The aim of this study was to investigate the effects of antagonist of aldosterone/mineralocorticoid receptor (MR) on the amount, adhesion and migration capacity of EPCs of hypertensive patients. Human EPCs were isolated from peripheral blood by Ficoll density-gradient centrifugation and confirmed by uptake of acetylated LDL and binding of ulex-lectin. Adhesion assays and migration assays were used to determine the function of EPCs. The expression levels of MR, eNOS, and CYP11B2 were assessed by qRT-PCR and Western-blot. The serum SDF-1 level was determined by EUSA assay. Serum SDF-1 level was elevated in hypertensive patients and was suppressed by eplerenone. The migration and adhesion abilities of EPCs were reduced in patients but the reduction was partially reversed by eplerenone.
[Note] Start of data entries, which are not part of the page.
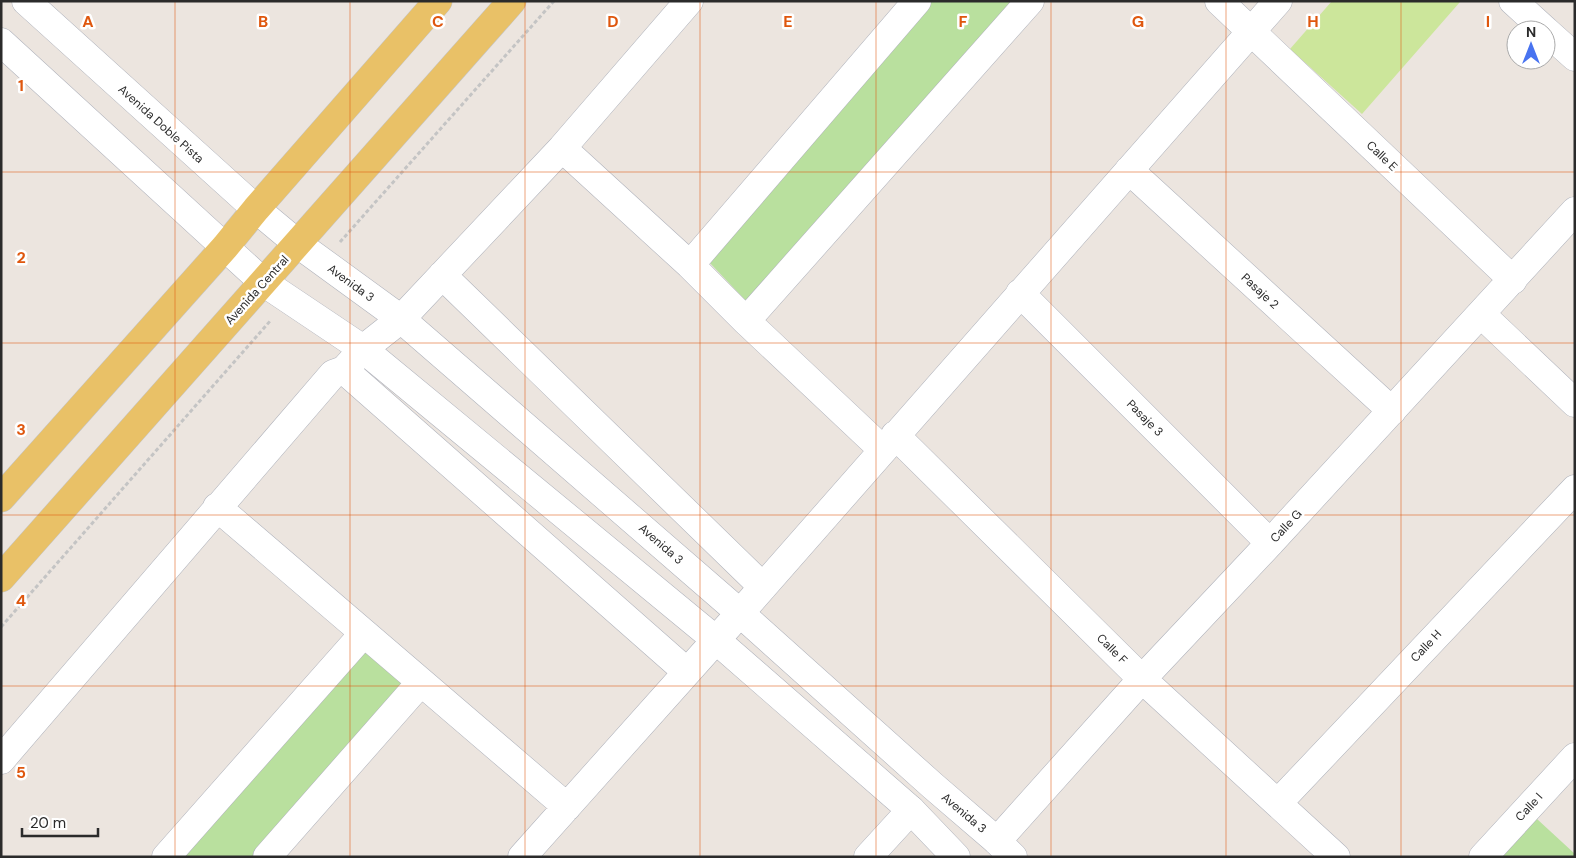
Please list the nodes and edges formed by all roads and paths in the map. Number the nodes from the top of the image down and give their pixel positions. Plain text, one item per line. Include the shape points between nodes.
1 (26, 1) edge
2 (438, 1) edge
3 (512, 1) edge
4 (689, 1) edge
5 (917, 1) edge
6 (1030, 1) edge
7 (1218, 1) edge
8 (1278, 1) edge
9 (1513, 1) edge
10 (1533, 20) edge
11 (1251, 32) junction
12 (1556, 41) edge
13 (1, 42) edge
14 (1575, 57) edge
15 (562, 148) junction
16 (1129, 170) junction
17 (256, 208) junction
18 (1575, 211) edge
19 (298, 244) junction
20 (225, 247) junction
21 (690, 265) junction
22 (442, 275) junction
23 (1513, 280) junction
24 (263, 282) junction
25 (1020, 293) junction
26 (1481, 314) junction
27 (401, 319) junction
28 (746, 321) junction
29 (363, 350) junction
30 (344, 370) junction
31 (1575, 403) edge
32 (1392, 411) junction
33 (889, 443) junction
34 (1575, 489) edge
35 (1, 498) edge
36 (217, 507) junction
37 (1270, 543) junction
38 (1, 578) edge
39 (763, 587) junction
40 (740, 613) junction
41 (364, 633) junction
42 (716, 640) junction
43 (687, 672) junction
44 (1142, 679) junction
45 (421, 682) junction
46 (1575, 757) edge
47 (1, 760) edge
48 (1278, 803) junction
49 (567, 807) junction
50 (911, 810) junction
51 (1005, 849) edge
52 (166, 857) edge
53 (267, 857) edge
54 (522, 857) edge
55 (868, 857) edge
56 (956, 857) edge
57 (1336, 857) edge
58 (1483, 857) edge

1 - 17 street, Avenida Doble Pista
2 - 17 main road
3 - 19 main road, Avenida Central
4 - 15 street
5 - 21 street
6 - 28 street
7 - 11 street, Calle E
8 - 11 street
9 - 10 street
11 - 16 street
11 - 23 street, Calle E
12 - 14 street
13 - 20 street
15 - 21 street, Calle F
15 - 22 street
16 - 25 street
16 - 32 street, Pasaje 2
17 - 19 street, Avenida Doble Pista
17 - 20 main road
18 - 23 street, Calle G
19 - 24 main road, Avenida Central
19 - 27 street, Avenida 3
20 - 24 street
20 - 35 main road
21 - 28 street, Calle F
22 - 27 street
22 - 39 street
23 - 26 street, Calle G
24 - 29 street
24 - 38 main road, Avenida Central
25 - 33 street
25 - 37 street, Pasaje 3
26 - 31 street
26 - 32 street, Calle G
27 - 29 street
27 - 40 street, Avenida 3
28 - 33 street, Calle F
29 - 30 street
29 - 42 street
30 - 36 street via 333,374
30 - 43 street
32 - 37 street, Calle G
33 - 39 street
33 - 44 street, Calle F
34 - 48 street, Calle H
36 - 41 street
36 - 47 street
37 - 44 street, Calle G
39 - 40 street
40 - 42 street
40 - 51 street, Avenida 3
41 - 45 street
41 - 52 street
42 - 43 street
42 - 50 street
43 - 49 street
44 - 48 street, Calle F
44 - 51 street, Calle G
45 - 49 street
45 - 53 street
46 - 58 street, Calle I
48 - 57 street, Calle F
49 - 54 street
50 - 55 street
50 - 56 street

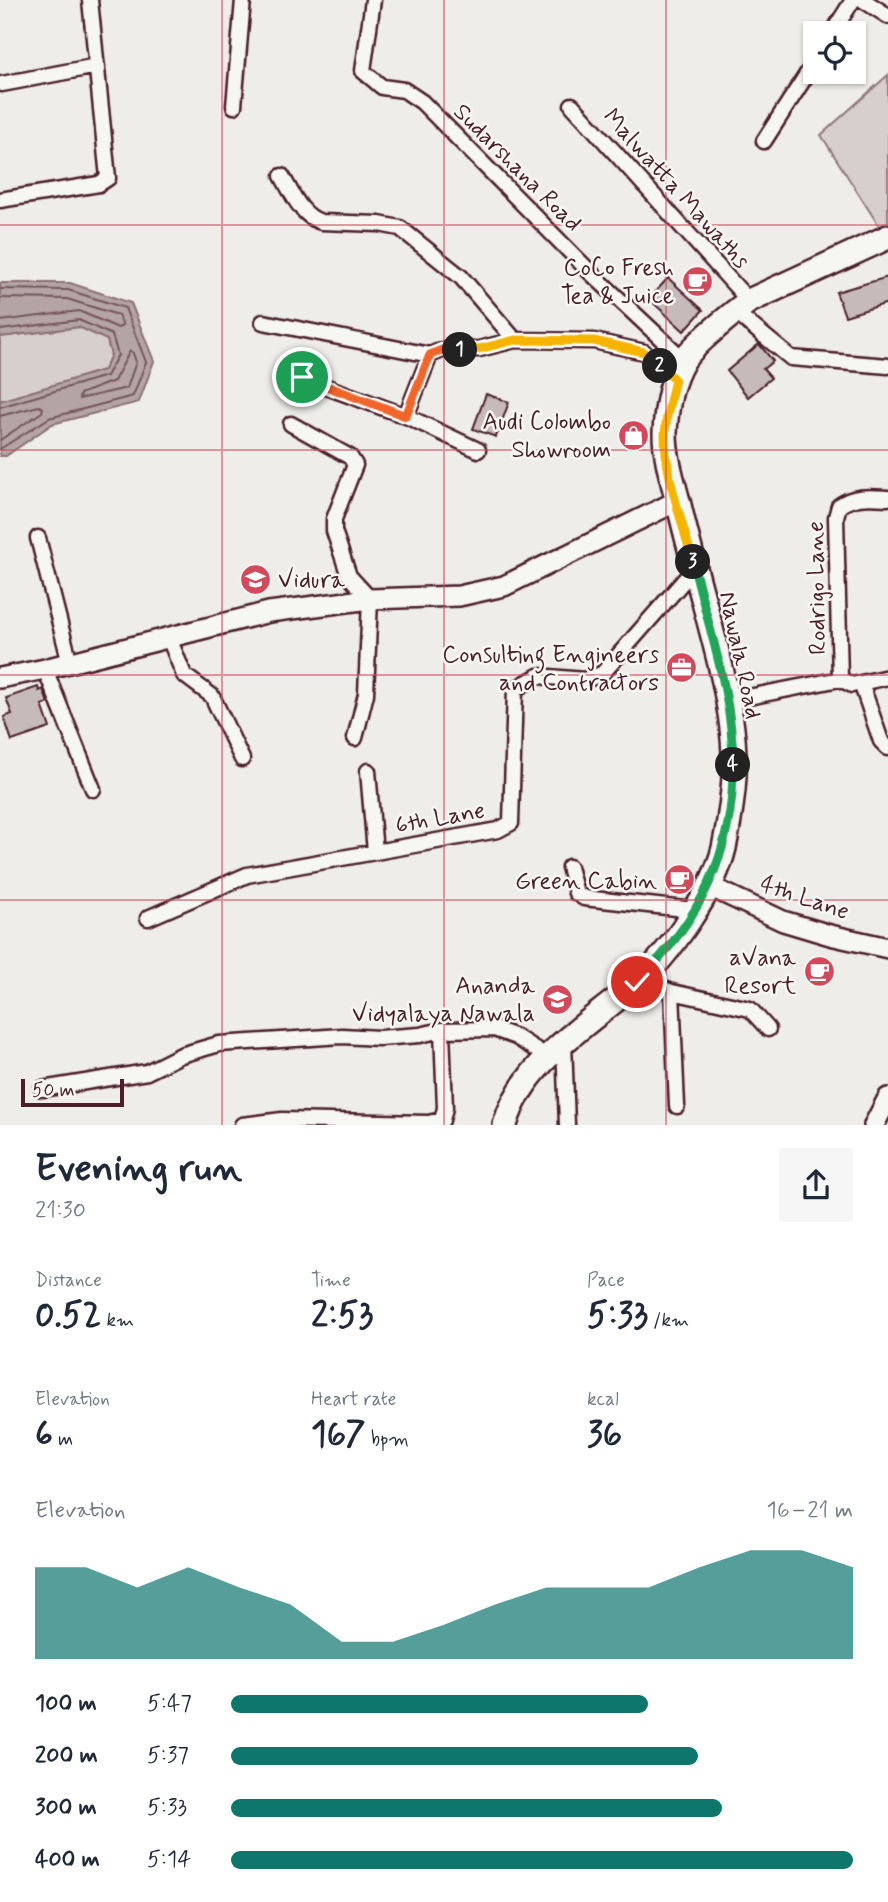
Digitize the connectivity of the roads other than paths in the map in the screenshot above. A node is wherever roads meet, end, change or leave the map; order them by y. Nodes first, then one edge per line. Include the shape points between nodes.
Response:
1 (90, 0) edge
2 (243, 0) edge
3 (373, 0) edge
4 (853, 0) edge
5 (863, 0) edge
6 (888, 16) edge
7 (840, 21) edge
8 (97, 66) junction
9 (803, 80) edge
10 (2, 84) edge
11 (572, 105) dead end
12 (234, 106) dead end
13 (764, 141) dead end
14 (282, 176) dead end
15 (0, 200) edge
16 (888, 237) edge
17 (742, 306) junction
18 (263, 322) dead end
19 (515, 340) junction
20 (430, 355) junction
21 (888, 366) edge
22 (680, 370) junction
23 (302, 377) dead end
24 (406, 416) junction
25 (291, 424) dead end
26 (478, 450) dead end
27 (888, 498) edge
28 (677, 501) junction
29 (38, 538) dead end
30 (694, 569) junction
31 (370, 598) junction
32 (169, 638) junction
33 (70, 663) junction
34 (45, 669) junction
35 (888, 677) edge
36 (0, 678) edge
37 (840, 679) junction
38 (861, 683) junction
39 (728, 701) junction
40 (355, 738) dead end
41 (888, 748) edge
42 (242, 759) dead end
43 (368, 771) dead end
44 (93, 789) dead end
45 (376, 852) junction
46 (569, 867) dead end
47 (709, 886) junction
48 (694, 910) junction
49 (148, 918) dead end
50 (888, 948) edge
51 (639, 980) junction
52 (672, 992) junction
53 (768, 1029) dead end
54 (442, 1030) junction
55 (555, 1049) junction
56 (42, 1089) dead end
57 (888, 1098) edge
58 (677, 1106) dead end
59 (242, 1125) edge
60 (505, 1125) edge
61 (567, 1125) edge
62 (874, 1125) edge

1 - 8 street
2 - 12 street
3 - 22 street, Sudarshana Road via 363,71 382,87 404,90 422,102
4 - 7 street
5 - 6 street
8 - 10 street
8 - 15 street via 108,178 99,184
9 - 13 street
11 - 17 street, Malwatta Mawaths
14 - 19 street via 313,219 400,228 461,277
16 - 17 main road
17 - 21 street, Malwatta Mawaths via 791,358
17 - 22 main road
18 - 20 street
19 - 20 street
19 - 22 street via 594,341 644,352
20 - 24 street
22 - 28 main road, Nawala Road via 665,435
23 - 24 street
24 - 26 street
25 - 31 street via 350,457 355,465 334,519 334,531 349,576
27 - 37 street, Rodrigo Lane via 848,500 839,506 836,517
28 - 30 main road, Nawala Road
28 - 31 main road via 504,586 459,596
29 - 33 street
30 - 39 main road, Nawala Road
30 - 45 street, 6th Lane via 602,674 584,680 538,676 515,689 511,823 498,830
31 - 32 main road via 269,612
31 - 40 street via 366,694
32 - 33 main road
32 - 42 street via 184,675 212,696
33 - 34 main road
34 - 36 main road
34 - 44 street
35 - 38 street, Rodrigo Lane
37 - 38 street, Rodrigo Lane via 852,685
37 - 39 street, Rodrigo Lane
38 - 41 street via 881,741
39 - 47 main road, Nawala Road via 733,789 724,849
43 - 45 street
45 - 49 street, 6th Lane via 247,875
46 - 48 street via 576,893 584,898
47 - 48 main road, Nawala Road
47 - 50 main road, 4th Lane via 783,921
48 - 51 main road, Nawala Road via 660,960
51 - 52 street
51 - 55 main road, Nawala Road
52 - 53 street via 750,1009
52 - 58 street
54 - 55 street via 494,1029
54 - 56 street via 379,1038 219,1044 181,1055 147,1072
54 - 59 street via 442,1120 428,1124 282,1120
55 - 60 main road, Nawala Road via 522,1087
55 - 61 street
57 - 62 main road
The expression levels of MR and CYP11B2 were significantly increased but that of eNOS was markedly decreased in patients with hypertension, and the changes were suppressed after aldosterone/MR antagonist Eplerenone treatment. The present study indicated that elevated aldosterone level caused reduction and dysfunction of endothelial progenitor cells in hypertensive patients, aldosterone/MR antagonist Eplerenone can partially reverse effects caused by the increase of aldosterone.